Exercise directions: Search the material below for the word "links". Copy every line that has it.

Study material:
- Opening Delimiter -

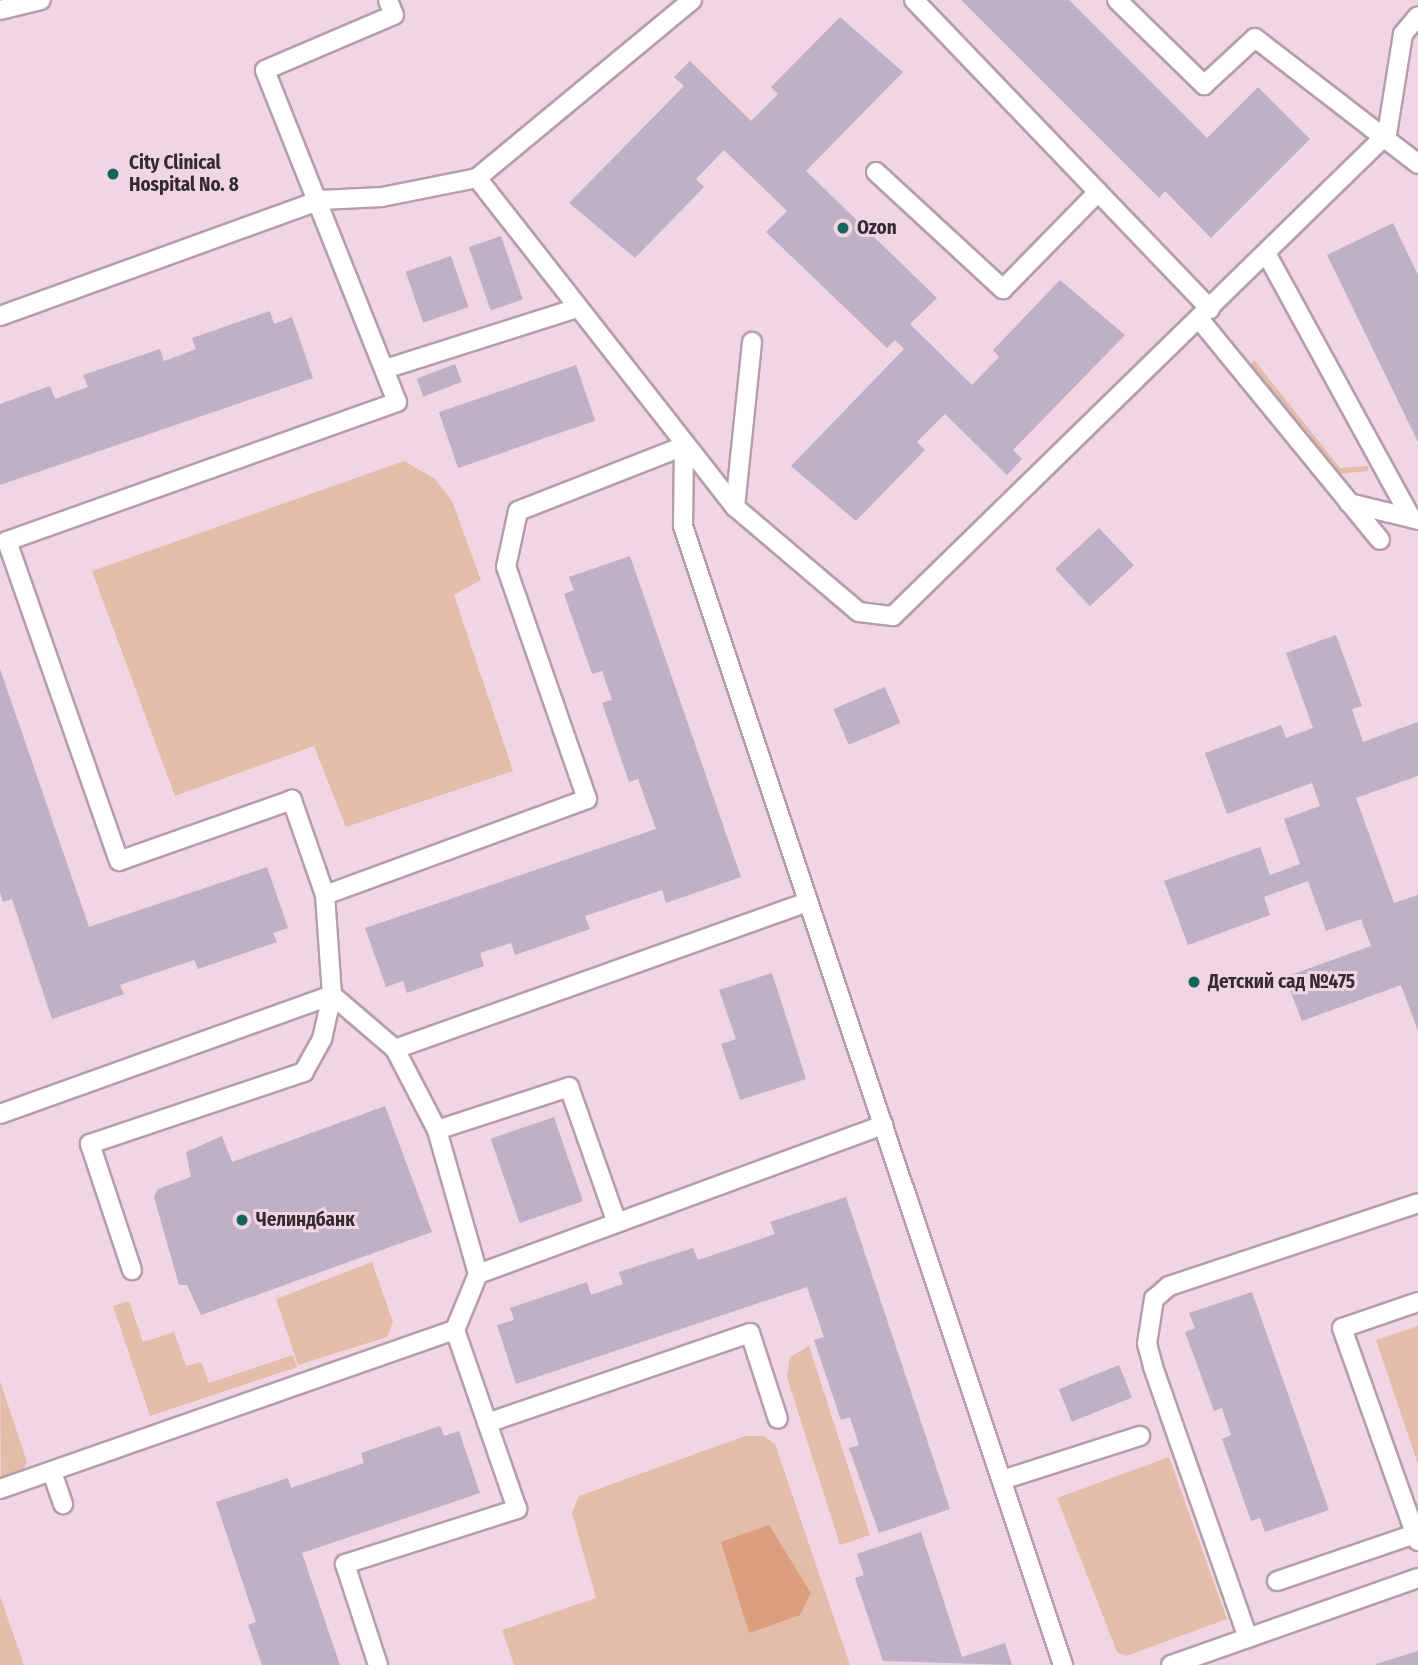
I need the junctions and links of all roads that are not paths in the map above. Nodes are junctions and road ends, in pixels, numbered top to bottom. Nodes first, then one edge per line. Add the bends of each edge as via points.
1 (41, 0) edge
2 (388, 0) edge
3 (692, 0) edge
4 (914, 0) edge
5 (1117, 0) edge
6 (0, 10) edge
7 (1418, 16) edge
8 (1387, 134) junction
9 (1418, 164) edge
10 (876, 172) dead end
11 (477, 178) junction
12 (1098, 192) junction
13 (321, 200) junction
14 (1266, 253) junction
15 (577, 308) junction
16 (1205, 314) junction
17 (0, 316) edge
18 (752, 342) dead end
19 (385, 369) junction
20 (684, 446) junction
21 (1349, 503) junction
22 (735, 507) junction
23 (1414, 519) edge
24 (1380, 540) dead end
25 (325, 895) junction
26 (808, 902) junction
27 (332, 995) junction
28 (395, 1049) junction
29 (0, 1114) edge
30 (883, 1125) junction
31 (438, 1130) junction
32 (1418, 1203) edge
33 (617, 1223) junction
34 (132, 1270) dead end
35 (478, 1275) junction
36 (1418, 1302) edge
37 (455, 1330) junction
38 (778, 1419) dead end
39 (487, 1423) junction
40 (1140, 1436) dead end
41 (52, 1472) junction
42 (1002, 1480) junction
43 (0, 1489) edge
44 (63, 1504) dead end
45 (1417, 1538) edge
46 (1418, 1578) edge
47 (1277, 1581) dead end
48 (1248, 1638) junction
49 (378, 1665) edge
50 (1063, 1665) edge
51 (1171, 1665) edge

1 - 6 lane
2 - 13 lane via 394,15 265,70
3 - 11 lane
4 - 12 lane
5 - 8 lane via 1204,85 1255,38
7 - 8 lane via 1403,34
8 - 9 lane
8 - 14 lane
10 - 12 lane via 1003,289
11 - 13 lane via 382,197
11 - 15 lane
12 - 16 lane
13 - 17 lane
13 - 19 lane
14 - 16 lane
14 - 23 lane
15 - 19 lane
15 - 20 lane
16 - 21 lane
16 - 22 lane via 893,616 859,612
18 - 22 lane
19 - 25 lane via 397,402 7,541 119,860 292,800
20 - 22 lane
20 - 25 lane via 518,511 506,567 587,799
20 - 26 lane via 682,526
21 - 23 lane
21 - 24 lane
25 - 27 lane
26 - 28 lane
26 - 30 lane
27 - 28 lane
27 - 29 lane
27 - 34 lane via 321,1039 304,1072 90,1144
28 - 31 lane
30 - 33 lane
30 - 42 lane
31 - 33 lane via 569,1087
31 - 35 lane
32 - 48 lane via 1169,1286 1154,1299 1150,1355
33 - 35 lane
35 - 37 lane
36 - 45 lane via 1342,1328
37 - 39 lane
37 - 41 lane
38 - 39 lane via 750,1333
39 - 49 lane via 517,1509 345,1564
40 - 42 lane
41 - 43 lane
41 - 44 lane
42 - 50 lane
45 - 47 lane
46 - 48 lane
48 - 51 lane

- Closing Delimiter -
- Opening Delimiter -

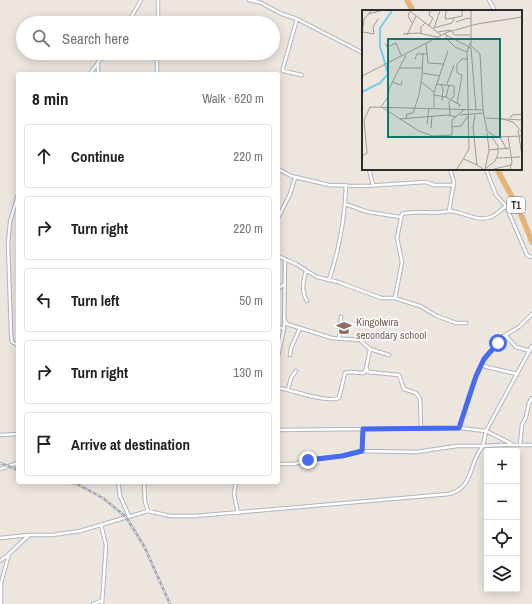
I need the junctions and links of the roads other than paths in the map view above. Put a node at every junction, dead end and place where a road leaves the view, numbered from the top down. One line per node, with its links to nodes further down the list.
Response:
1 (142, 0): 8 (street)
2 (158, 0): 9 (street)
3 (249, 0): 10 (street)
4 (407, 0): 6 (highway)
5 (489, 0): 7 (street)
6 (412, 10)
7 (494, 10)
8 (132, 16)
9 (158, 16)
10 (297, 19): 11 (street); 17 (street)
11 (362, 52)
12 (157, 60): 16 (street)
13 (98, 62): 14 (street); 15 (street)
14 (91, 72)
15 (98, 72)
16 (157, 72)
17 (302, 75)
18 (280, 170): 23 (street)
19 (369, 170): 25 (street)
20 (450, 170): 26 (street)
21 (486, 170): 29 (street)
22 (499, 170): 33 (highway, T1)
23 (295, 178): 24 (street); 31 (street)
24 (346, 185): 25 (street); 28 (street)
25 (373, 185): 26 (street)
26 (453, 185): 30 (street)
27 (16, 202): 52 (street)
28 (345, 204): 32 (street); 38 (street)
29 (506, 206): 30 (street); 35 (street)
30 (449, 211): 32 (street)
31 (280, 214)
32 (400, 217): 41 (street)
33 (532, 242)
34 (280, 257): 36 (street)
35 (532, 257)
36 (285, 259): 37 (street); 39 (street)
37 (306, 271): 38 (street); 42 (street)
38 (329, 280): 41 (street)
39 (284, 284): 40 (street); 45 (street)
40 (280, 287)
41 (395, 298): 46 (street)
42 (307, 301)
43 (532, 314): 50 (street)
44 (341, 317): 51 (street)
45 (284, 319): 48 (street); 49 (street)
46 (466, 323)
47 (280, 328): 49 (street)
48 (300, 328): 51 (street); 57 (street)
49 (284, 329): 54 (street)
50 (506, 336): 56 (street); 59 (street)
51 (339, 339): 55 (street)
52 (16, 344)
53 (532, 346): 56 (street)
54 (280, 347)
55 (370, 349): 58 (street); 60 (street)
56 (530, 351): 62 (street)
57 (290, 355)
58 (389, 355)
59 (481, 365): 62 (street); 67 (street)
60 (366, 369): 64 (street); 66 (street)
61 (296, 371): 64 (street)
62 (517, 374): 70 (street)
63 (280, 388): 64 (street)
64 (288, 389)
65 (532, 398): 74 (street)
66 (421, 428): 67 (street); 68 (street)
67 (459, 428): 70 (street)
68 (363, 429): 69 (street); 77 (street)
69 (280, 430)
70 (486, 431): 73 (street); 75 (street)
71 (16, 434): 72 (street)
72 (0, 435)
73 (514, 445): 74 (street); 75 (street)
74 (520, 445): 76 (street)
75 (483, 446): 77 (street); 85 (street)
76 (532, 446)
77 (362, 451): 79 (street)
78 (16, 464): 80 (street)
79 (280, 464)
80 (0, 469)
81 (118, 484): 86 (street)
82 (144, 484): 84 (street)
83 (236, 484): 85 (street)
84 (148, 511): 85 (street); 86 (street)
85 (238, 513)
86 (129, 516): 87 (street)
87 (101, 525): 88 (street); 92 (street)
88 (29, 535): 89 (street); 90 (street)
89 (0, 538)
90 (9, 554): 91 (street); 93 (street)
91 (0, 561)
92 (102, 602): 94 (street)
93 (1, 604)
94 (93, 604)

- Closing Delimiter -

Output:
I need the junctions and links of all roads that are not paths in the map above. Nodes are junctions and road ends, in pixels, numbered top to bottom. Nodes first, then one edge per line. Add the bends of each edge as via points.
I need the junctions and links of the roads other than paths in the map view above. Put a node at every junction, dead end and place where a road leaves the view, numbered from the top down. One line per node, with its links to nodes further down the list.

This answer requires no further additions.